Transcribe every record in full, keeping it exactly the same.

*** Source information ***

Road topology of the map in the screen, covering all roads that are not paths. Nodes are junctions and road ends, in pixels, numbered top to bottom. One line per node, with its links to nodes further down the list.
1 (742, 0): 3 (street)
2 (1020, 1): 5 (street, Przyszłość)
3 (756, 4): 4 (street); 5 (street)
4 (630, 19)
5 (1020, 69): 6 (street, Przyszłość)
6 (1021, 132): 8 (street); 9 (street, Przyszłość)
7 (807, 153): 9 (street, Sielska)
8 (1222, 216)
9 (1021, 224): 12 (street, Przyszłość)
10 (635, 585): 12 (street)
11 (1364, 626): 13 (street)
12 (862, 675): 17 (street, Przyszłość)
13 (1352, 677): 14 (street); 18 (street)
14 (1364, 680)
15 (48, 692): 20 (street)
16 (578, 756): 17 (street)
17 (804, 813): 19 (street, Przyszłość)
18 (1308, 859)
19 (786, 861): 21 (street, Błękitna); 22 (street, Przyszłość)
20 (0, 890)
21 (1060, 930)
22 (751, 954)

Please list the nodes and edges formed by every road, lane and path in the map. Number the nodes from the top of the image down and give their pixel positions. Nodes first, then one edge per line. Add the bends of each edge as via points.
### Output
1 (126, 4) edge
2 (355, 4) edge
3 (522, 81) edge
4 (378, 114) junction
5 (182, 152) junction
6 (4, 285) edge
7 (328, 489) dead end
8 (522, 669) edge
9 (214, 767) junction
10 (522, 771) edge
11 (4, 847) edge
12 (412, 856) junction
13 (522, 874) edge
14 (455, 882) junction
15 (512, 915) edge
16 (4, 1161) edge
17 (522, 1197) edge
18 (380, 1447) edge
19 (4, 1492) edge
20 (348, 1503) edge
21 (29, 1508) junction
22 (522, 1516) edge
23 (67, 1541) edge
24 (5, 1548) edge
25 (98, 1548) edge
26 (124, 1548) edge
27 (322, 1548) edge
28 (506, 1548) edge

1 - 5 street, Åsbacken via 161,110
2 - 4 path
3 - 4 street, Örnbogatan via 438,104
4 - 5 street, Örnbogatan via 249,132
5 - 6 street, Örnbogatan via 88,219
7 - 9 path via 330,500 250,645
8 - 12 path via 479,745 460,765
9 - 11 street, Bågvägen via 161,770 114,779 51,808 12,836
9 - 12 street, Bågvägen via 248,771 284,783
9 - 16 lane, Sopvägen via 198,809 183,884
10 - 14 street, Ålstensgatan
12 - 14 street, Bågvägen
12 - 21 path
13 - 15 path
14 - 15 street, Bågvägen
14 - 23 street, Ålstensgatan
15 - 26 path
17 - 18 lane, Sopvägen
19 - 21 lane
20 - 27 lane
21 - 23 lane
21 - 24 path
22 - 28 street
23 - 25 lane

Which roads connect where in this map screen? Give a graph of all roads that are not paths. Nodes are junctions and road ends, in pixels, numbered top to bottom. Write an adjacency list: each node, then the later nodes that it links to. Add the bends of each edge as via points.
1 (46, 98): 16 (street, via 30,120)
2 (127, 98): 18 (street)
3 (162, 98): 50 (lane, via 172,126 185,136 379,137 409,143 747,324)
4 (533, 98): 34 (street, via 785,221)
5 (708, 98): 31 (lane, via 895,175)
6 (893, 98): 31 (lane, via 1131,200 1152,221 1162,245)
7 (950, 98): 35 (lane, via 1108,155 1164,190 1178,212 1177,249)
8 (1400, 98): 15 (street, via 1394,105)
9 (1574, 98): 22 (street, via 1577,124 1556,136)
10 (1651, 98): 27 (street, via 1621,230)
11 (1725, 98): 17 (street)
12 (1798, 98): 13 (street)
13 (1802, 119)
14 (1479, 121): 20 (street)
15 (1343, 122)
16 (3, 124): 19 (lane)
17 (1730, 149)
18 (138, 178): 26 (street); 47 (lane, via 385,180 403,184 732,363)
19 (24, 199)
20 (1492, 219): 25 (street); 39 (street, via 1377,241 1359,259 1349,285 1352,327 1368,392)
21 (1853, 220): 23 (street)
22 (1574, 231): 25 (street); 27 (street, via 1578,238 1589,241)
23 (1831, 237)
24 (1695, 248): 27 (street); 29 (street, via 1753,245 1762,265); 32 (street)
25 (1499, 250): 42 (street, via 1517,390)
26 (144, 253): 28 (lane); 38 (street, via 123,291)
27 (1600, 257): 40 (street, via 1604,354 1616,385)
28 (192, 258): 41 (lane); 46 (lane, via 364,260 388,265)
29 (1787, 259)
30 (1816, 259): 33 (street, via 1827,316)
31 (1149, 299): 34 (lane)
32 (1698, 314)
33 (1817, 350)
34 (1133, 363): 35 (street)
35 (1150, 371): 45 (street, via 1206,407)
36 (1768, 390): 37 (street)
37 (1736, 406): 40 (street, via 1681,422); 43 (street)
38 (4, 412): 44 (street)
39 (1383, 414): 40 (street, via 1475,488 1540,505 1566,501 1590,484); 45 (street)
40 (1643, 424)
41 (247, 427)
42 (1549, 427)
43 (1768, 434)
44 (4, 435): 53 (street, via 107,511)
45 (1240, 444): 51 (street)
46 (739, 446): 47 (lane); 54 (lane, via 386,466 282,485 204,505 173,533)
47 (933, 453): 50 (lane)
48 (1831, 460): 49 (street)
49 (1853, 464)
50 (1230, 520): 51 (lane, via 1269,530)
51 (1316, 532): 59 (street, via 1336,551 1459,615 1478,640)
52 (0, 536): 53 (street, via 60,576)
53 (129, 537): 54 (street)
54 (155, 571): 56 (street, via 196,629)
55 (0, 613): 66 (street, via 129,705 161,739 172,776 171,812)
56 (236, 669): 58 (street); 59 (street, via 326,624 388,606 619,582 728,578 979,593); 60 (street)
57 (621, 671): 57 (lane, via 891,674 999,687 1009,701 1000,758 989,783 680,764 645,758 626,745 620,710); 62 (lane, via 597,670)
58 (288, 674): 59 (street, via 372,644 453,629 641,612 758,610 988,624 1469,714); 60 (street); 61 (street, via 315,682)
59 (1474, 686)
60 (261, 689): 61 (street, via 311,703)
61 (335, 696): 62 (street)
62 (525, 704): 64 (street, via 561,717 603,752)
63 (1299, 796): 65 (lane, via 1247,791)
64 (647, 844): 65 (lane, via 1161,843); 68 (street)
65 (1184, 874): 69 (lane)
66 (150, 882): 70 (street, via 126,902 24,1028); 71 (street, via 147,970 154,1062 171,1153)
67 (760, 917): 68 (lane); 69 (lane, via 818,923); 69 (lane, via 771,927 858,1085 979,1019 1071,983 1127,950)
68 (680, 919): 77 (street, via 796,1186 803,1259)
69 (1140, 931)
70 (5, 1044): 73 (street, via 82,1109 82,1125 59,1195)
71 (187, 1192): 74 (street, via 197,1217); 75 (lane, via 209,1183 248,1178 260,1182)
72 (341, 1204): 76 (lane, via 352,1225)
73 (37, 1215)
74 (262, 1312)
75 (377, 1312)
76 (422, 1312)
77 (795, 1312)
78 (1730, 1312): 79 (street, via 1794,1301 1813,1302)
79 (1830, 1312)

*** End of Source information ***

- Problem solution
Road topology of the map in the screen, covering all roads that are not paths. Nodes are junctions and road ends, in pixels, numbered top to bottom. One line per node, with its links to nodes further down the list.
1 (742, 0): 3 (street)
2 (1020, 1): 5 (street, Przyszłość)
3 (756, 4): 4 (street); 5 (street)
4 (630, 19)
5 (1020, 69): 6 (street, Przyszłość)
6 (1021, 132): 8 (street); 9 (street, Przyszłość)
7 (807, 153): 9 (street, Sielska)
8 (1222, 216)
9 (1021, 224): 12 (street, Przyszłość)
10 (635, 585): 12 (street)
11 (1364, 626): 13 (street)
12 (862, 675): 17 (street, Przyszłość)
13 (1352, 677): 14 (street); 18 (street)
14 (1364, 680)
15 (48, 692): 20 (street)
16 (578, 756): 17 (street)
17 (804, 813): 19 (street, Przyszłość)
18 (1308, 859)
19 (786, 861): 21 (street, Błękitna); 22 (street, Przyszłość)
20 (0, 890)
21 (1060, 930)
22 (751, 954)

Please list the nodes and edges formed by every road, lane and path in the map. Number the nodes from the top of the image down and give their pixel positions. Nodes first, then one edge per line. Add the bends of each edge as via points.
### Output
1 (126, 4) edge
2 (355, 4) edge
3 (522, 81) edge
4 (378, 114) junction
5 (182, 152) junction
6 (4, 285) edge
7 (328, 489) dead end
8 (522, 669) edge
9 (214, 767) junction
10 (522, 771) edge
11 (4, 847) edge
12 (412, 856) junction
13 (522, 874) edge
14 (455, 882) junction
15 (512, 915) edge
16 (4, 1161) edge
17 (522, 1197) edge
18 (380, 1447) edge
19 (4, 1492) edge
20 (348, 1503) edge
21 (29, 1508) junction
22 (522, 1516) edge
23 (67, 1541) edge
24 (5, 1548) edge
25 (98, 1548) edge
26 (124, 1548) edge
27 (322, 1548) edge
28 (506, 1548) edge

1 - 5 street, Åsbacken via 161,110
2 - 4 path
3 - 4 street, Örnbogatan via 438,104
4 - 5 street, Örnbogatan via 249,132
5 - 6 street, Örnbogatan via 88,219
7 - 9 path via 330,500 250,645
8 - 12 path via 479,745 460,765
9 - 11 street, Bågvägen via 161,770 114,779 51,808 12,836
9 - 12 street, Bågvägen via 248,771 284,783
9 - 16 lane, Sopvägen via 198,809 183,884
10 - 14 street, Ålstensgatan
12 - 14 street, Bågvägen
12 - 21 path
13 - 15 path
14 - 15 street, Bågvägen
14 - 23 street, Ålstensgatan
15 - 26 path
17 - 18 lane, Sopvägen
19 - 21 lane
20 - 27 lane
21 - 23 lane
21 - 24 path
22 - 28 street
23 - 25 lane

Which roads connect where in this map screen? Give a graph of all roads that are not paths. Nodes are junctions and road ends, in pixels, numbered top to bottom. Write an adjacency list: each node, then the later nodes that it links to. Add the bends of each edge as via points.
1 (46, 98): 16 (street, via 30,120)
2 (127, 98): 18 (street)
3 (162, 98): 50 (lane, via 172,126 185,136 379,137 409,143 747,324)
4 (533, 98): 34 (street, via 785,221)
5 (708, 98): 31 (lane, via 895,175)
6 (893, 98): 31 (lane, via 1131,200 1152,221 1162,245)
7 (950, 98): 35 (lane, via 1108,155 1164,190 1178,212 1177,249)
8 (1400, 98): 15 (street, via 1394,105)
9 (1574, 98): 22 (street, via 1577,124 1556,136)
10 (1651, 98): 27 (street, via 1621,230)
11 (1725, 98): 17 (street)
12 (1798, 98): 13 (street)
13 (1802, 119)
14 (1479, 121): 20 (street)
15 (1343, 122)
16 (3, 124): 19 (lane)
17 (1730, 149)
18 (138, 178): 26 (street); 47 (lane, via 385,180 403,184 732,363)
19 (24, 199)
20 (1492, 219): 25 (street); 39 (street, via 1377,241 1359,259 1349,285 1352,327 1368,392)
21 (1853, 220): 23 (street)
22 (1574, 231): 25 (street); 27 (street, via 1578,238 1589,241)
23 (1831, 237)
24 (1695, 248): 27 (street); 29 (street, via 1753,245 1762,265); 32 (street)
25 (1499, 250): 42 (street, via 1517,390)
26 (144, 253): 28 (lane); 38 (street, via 123,291)
27 (1600, 257): 40 (street, via 1604,354 1616,385)
28 (192, 258): 41 (lane); 46 (lane, via 364,260 388,265)
29 (1787, 259)
30 (1816, 259): 33 (street, via 1827,316)
31 (1149, 299): 34 (lane)
32 (1698, 314)
33 (1817, 350)
34 (1133, 363): 35 (street)
35 (1150, 371): 45 (street, via 1206,407)
36 (1768, 390): 37 (street)
37 (1736, 406): 40 (street, via 1681,422); 43 (street)
38 (4, 412): 44 (street)
39 (1383, 414): 40 (street, via 1475,488 1540,505 1566,501 1590,484); 45 (street)
40 (1643, 424)
41 (247, 427)
42 (1549, 427)
43 (1768, 434)
44 (4, 435): 53 (street, via 107,511)
45 (1240, 444): 51 (street)
46 (739, 446): 47 (lane); 54 (lane, via 386,466 282,485 204,505 173,533)
47 (933, 453): 50 (lane)
48 (1831, 460): 49 (street)
49 (1853, 464)
50 (1230, 520): 51 (lane, via 1269,530)
51 (1316, 532): 59 (street, via 1336,551 1459,615 1478,640)
52 (0, 536): 53 (street, via 60,576)
53 (129, 537): 54 (street)
54 (155, 571): 56 (street, via 196,629)
55 (0, 613): 66 (street, via 129,705 161,739 172,776 171,812)
56 (236, 669): 58 (street); 59 (street, via 326,624 388,606 619,582 728,578 979,593); 60 (street)
57 (621, 671): 57 (lane, via 891,674 999,687 1009,701 1000,758 989,783 680,764 645,758 626,745 620,710); 62 (lane, via 597,670)
58 (288, 674): 59 (street, via 372,644 453,629 641,612 758,610 988,624 1469,714); 60 (street); 61 (street, via 315,682)
59 (1474, 686)
60 (261, 689): 61 (street, via 311,703)
61 (335, 696): 62 (street)
62 (525, 704): 64 (street, via 561,717 603,752)
63 (1299, 796): 65 (lane, via 1247,791)
64 (647, 844): 65 (lane, via 1161,843); 68 (street)
65 (1184, 874): 69 (lane)
66 (150, 882): 70 (street, via 126,902 24,1028); 71 (street, via 147,970 154,1062 171,1153)
67 (760, 917): 68 (lane); 69 (lane, via 818,923); 69 (lane, via 771,927 858,1085 979,1019 1071,983 1127,950)
68 (680, 919): 77 (street, via 796,1186 803,1259)
69 (1140, 931)
70 (5, 1044): 73 (street, via 82,1109 82,1125 59,1195)
71 (187, 1192): 74 (street, via 197,1217); 75 (lane, via 209,1183 248,1178 260,1182)
72 (341, 1204): 76 (lane, via 352,1225)
73 (37, 1215)
74 (262, 1312)
75 (377, 1312)
76 (422, 1312)
77 (795, 1312)
78 (1730, 1312): 79 (street, via 1794,1301 1813,1302)
79 (1830, 1312)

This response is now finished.